Nel messaggio, aveva sottolineato che i cantieri seguono i cronoprogrammi previsti; che l’obiettivo resta completare le opere entro luglio, dedicando agosto alla manifestazione; che il rapporto con il Comitato internazionale è “ottimo” e molti servizi – broadcasting, antidoping, tecnologie – sono già stati affidati; che l’80% dei servizi è chiuso, comprese le cerimonie di apertura e chiusura; che il bando per la nave principale da 3.500 posti ha ricevuto l’offerta di una grande compagnia.
Un quadro di operatività e fiducia, insomma, che ora si confronta con le richieste formali della Corte dei conti.
Il punto più sensibile della lettera riguarda la partecipazione di delegazioni provenienti da Paesi direttamente coinvolti nel conflitto in Medio Oriente: Cipro, Libano, Turchia e Siria. La Corte chiede se siano state effettuate valutazioni specifiche e quali scenari siano stati presi in considerazione, anche in relazione ai costi e alle responsabilità organizzative.
Il tema non è solo logistico: riguarda la sicurezza degli atleti, del pubblico, delle strutture e dell’intero territorio ospitante. E riguarda anche la credibilità internazionale dell’evento.

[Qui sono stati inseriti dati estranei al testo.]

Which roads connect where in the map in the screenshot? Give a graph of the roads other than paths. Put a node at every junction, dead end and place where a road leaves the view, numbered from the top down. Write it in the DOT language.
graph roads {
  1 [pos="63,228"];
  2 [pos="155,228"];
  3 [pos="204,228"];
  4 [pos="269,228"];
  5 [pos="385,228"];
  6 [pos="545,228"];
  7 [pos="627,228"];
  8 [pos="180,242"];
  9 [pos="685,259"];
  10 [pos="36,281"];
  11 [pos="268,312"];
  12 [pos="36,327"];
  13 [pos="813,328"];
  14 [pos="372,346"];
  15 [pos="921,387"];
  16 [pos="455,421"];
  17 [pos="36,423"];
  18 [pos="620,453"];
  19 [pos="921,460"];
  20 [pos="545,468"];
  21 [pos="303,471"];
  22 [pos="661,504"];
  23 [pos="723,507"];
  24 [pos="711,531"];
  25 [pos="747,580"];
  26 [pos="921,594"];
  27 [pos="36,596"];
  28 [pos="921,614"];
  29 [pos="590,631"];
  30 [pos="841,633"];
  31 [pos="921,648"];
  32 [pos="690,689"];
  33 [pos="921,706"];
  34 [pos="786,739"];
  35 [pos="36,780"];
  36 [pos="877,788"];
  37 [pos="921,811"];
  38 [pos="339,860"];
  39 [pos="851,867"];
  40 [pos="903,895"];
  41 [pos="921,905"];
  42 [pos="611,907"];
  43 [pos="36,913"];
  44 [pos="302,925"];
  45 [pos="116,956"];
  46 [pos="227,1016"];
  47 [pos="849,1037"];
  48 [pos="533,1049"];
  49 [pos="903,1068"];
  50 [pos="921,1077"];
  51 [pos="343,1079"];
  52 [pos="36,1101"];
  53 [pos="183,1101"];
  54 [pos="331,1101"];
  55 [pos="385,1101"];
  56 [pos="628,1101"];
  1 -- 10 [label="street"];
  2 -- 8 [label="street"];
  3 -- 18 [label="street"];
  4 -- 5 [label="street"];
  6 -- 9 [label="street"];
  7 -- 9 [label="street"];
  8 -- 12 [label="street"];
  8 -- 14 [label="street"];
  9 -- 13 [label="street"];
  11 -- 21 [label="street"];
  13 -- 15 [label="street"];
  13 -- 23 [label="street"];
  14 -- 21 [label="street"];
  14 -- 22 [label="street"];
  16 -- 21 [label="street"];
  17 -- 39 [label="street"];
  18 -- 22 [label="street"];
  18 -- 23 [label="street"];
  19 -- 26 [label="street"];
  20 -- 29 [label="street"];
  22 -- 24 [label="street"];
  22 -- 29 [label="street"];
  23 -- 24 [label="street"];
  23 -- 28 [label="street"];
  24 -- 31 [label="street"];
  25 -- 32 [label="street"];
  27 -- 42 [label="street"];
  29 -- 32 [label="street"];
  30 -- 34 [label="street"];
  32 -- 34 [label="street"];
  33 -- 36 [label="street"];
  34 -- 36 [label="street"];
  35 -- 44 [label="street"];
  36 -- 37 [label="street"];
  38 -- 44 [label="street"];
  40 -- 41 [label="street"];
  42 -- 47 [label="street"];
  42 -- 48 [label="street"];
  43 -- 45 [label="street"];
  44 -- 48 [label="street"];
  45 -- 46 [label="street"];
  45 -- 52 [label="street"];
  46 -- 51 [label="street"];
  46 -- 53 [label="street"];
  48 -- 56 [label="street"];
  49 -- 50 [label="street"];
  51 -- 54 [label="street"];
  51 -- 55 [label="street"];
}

La richiesta della Corte dei conti non mette in discussione la realizzazione dei Giochi ma chiede una valutazione aggiornata dei rischi. È un passaggio istituzionale delicato, che arriva mentre l’organizzazione accelera e mentre l’opinione pubblica si interroga sulla capacità del territorio di sostenere un evento di questa portata in un contesto globale complesso.
Resta ora da capire quali risposte arriveranno entro la scadenza fissata e come queste influenzeranno il percorso verso agosto.